Review: The Darkest Corners by Barry Hutchison (Invisible Fiends)


The concluding part of this darkly funny, horror series Darren Shan called 'deliciously nightmarish'.

Kyle is a bit of a problem child. He won’t do what his dad tells him. But that’s because his dad wants Kyle to unleash the scuttling, screaming, killer creatures of the Darkest Corners and bring about the end of the world. Now might be a good time to rebel…


I know that Barry Hutchison has been rather nervous about the release of The Darkest Corners, the sixth and concluding book in his brilliant Invisible Fiends series. This previous five books in the series have garnered such fantastic reviews that I think Barry felt under pressure to make sure that the series was finished off in style, and in a way that would please the many, many fans that have enjoyed the series so much. Having read this final book I am happy to report that it is a superb end to the series, and Barry can heave a well-deserved sigh of relief. This book was waiting for me when I got back from watching an Olympic event, and I subsequently dropped everything, made myself comfortable on the sofa, and didn't do anything else until I had finished it in that single sitting.

At the end of The Beast, the fifth book in the series, Barry dropped a couple of massive bombshells which left his readers more than a little gobsmacked, and demonstrated that he was not afraid to kill off characters or make game changing revelations. As such, we go into The Darkest Corners really not knowing which of the key characters will survive, or if Kyle will be able to thwart the heinous plans of his depraved father. This makes every turn of the page something of a strain on the old nerves, and some readers might be nervous wrecks by the time they reach the all important denouement.

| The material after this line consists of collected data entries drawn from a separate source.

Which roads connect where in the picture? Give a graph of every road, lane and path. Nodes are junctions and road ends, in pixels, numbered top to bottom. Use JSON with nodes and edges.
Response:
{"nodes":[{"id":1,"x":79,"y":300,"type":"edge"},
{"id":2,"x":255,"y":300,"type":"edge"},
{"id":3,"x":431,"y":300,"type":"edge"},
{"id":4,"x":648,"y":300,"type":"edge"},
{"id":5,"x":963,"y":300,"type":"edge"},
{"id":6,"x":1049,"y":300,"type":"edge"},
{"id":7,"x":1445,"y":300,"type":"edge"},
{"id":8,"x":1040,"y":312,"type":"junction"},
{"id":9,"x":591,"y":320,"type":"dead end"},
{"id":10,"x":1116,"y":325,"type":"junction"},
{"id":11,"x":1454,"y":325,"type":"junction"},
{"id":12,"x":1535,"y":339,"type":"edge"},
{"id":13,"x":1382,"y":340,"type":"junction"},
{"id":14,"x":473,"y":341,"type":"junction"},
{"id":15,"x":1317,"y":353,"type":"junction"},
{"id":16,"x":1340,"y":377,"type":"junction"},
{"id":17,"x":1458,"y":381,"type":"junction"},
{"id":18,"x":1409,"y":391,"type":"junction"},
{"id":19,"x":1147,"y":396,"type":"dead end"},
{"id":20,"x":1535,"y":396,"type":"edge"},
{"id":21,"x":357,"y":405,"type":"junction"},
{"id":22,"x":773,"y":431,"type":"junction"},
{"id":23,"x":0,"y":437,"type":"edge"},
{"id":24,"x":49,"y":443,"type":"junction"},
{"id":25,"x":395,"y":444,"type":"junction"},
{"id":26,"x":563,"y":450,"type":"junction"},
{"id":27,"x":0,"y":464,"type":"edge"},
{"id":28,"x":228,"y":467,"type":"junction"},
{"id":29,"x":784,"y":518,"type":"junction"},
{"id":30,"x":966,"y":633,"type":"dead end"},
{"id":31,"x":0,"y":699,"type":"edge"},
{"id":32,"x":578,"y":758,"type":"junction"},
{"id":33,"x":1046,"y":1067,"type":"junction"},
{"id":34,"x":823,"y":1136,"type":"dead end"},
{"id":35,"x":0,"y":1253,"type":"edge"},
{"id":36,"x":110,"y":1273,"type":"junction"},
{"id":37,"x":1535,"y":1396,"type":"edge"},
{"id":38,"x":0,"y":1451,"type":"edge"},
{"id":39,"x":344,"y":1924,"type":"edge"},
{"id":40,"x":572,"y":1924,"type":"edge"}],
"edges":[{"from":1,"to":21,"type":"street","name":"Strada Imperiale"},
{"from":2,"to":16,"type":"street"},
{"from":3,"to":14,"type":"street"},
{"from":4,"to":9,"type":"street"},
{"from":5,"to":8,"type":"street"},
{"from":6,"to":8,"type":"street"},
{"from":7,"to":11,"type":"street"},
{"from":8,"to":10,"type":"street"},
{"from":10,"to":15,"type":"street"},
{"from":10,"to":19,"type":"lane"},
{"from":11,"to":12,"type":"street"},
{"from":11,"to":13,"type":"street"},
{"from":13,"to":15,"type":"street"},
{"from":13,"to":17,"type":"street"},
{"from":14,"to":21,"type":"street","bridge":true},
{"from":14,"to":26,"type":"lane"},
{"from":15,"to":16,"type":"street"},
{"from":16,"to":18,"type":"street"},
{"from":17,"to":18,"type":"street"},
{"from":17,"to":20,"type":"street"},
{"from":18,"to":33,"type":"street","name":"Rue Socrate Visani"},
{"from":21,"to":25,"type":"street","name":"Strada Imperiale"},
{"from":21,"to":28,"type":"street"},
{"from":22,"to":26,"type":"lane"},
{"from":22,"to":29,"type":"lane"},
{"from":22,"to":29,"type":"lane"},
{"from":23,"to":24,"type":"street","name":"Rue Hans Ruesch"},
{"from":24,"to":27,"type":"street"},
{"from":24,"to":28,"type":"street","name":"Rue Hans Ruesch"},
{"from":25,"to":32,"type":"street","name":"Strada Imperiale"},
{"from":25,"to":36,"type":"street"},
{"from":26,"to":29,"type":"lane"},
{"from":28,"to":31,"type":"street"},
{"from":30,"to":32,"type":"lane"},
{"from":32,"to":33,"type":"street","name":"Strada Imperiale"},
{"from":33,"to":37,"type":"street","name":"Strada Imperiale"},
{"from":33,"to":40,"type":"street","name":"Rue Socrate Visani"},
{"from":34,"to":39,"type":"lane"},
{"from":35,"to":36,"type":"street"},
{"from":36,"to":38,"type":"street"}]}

Aside from that I don't want to tell you much more about this book as I don't want to spoil anything for you. If, like me you are a fan of the series then I very much doubt that you will be disappointed with the events and the final outcome. Kyle has grown so much as a character over the course of the story, from the boy who was scared of a bump in the dark (rightly so with hindsight, considering what made that bump), and as each book has come and gone we have seen him grow into someone who we really believe could save the world from the monsters that he sees out of the hospital windows in that repeated prologue. Following the events that occurred in The Beast Kyle is pretty much left with very little to lose, and yet this has spurred him on even further to make sure his father is taken down for good. However, knowing his character we are constantly asking whether he will have the killer instinct when the final moment comes.

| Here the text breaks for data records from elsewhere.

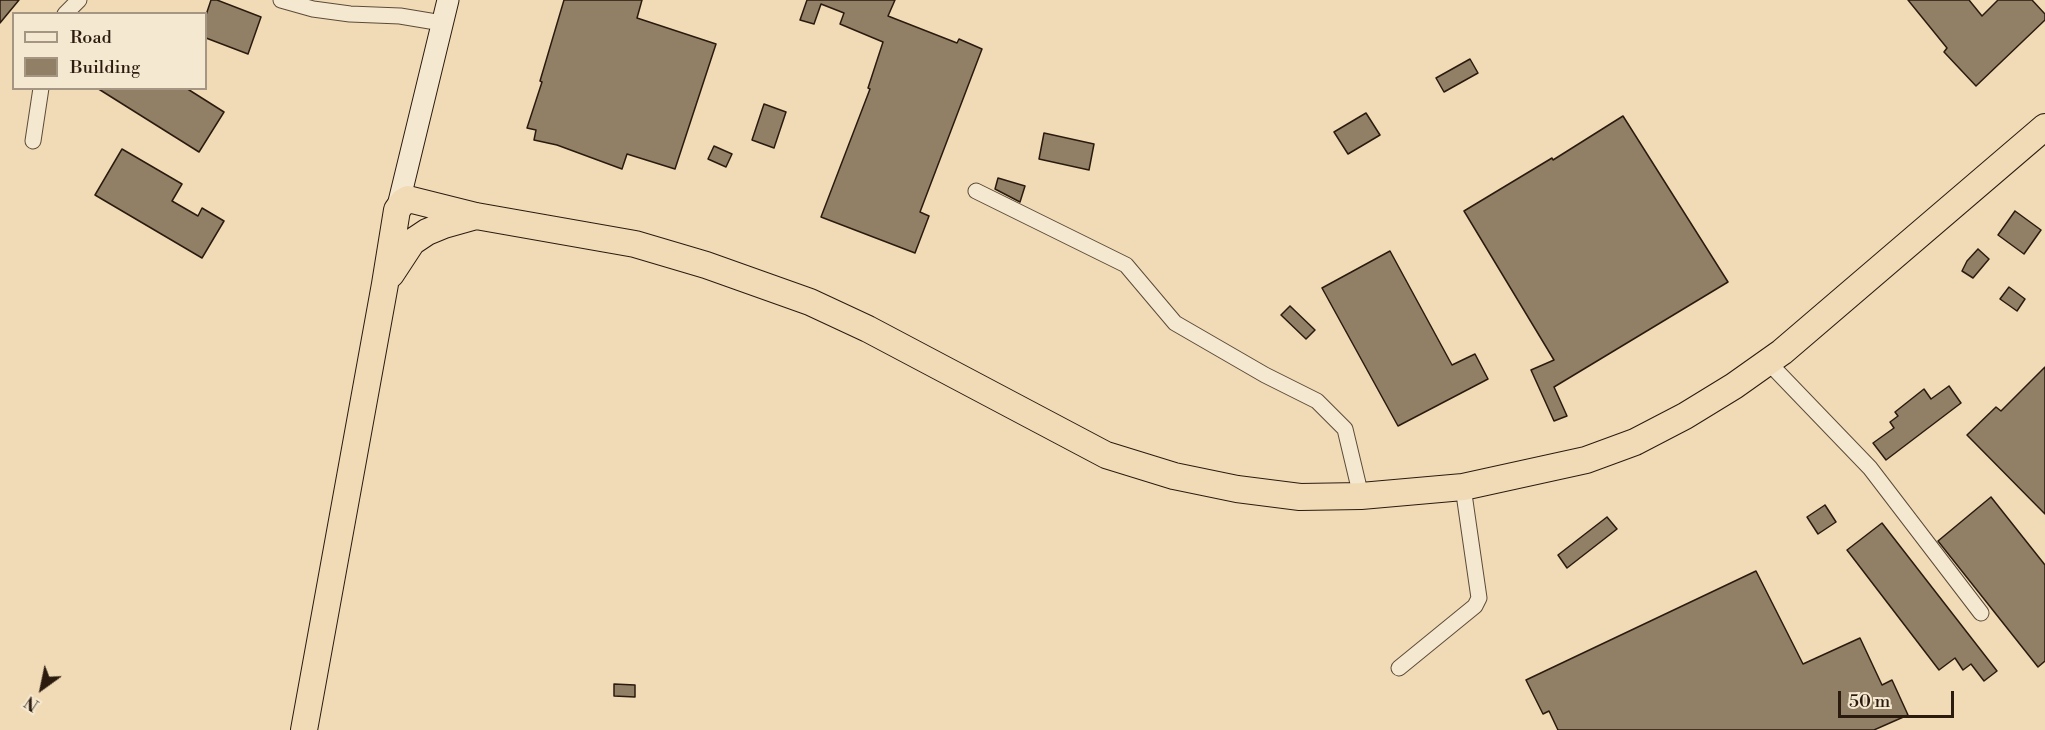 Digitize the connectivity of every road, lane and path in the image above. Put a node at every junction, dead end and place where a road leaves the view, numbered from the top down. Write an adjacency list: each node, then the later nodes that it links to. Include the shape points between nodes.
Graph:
1 (78, 0): 4 (street)
2 (281, 0): 5 (street, via 313,9)
3 (448, 0): 5 (main road)
4 (68, 12)
5 (442, 23): 10 (main road)
6 (41, 90): 8 (street)
7 (2045, 127): 13 (highway)
8 (33, 141)
9 (976, 191): 15 (street, via 1126,266 1175,323 1317,401 1345,429)
10 (397, 210): 11 (highway, via 403,202 415,200); 12 (highway)
11 (476, 216): 12 (highway, via 444,225 412,242); 15 (highway, via 635,244 810,302 1106,455 1174,476 1237,489 1300,497)
12 (385, 284): 18 (highway)
13 (1768, 362): 14 (highway, via 1685,416 1635,442 1587,460); 16 (street, via 1870,468)
14 (1463, 487): 15 (highway); 17 (street, via 1479,598)
15 (1361, 496)
16 (1981, 613)
17 (1399, 668)
18 (304, 730)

Invisible Fiends has been one of my favourite series of the past few years, and when I eventually give up blogging, and have a little more time to re-read favourite books then I will definitely be re-reading this series back-to-back. I feel I should thank Barry Hutchison for creating this brilliant series. Way back when I first reviewed Raggy Maggie I stated that I felt that Caddie was one of the greatest creations in children's horror literature. Since then we have had Crowmaster and Doc Mortis, and when you add Mr Mumbles to the list you have a stunning array of monsters that will live long in the memories (and maybe nightmares) of anyone who reads these books.

My thanks go to the lovely people at HarperCollins for sending me a copy to review (but I'm still waiting impatiently for those Invisible Fiends action figures to be produced).


1 comment:

  1. I had such hope that this series would come to the US, but so far it hasn't. Maybe I'll try to contact HarperCollins again. Mr. Mumbles was great, but it's the only one I've been able to get.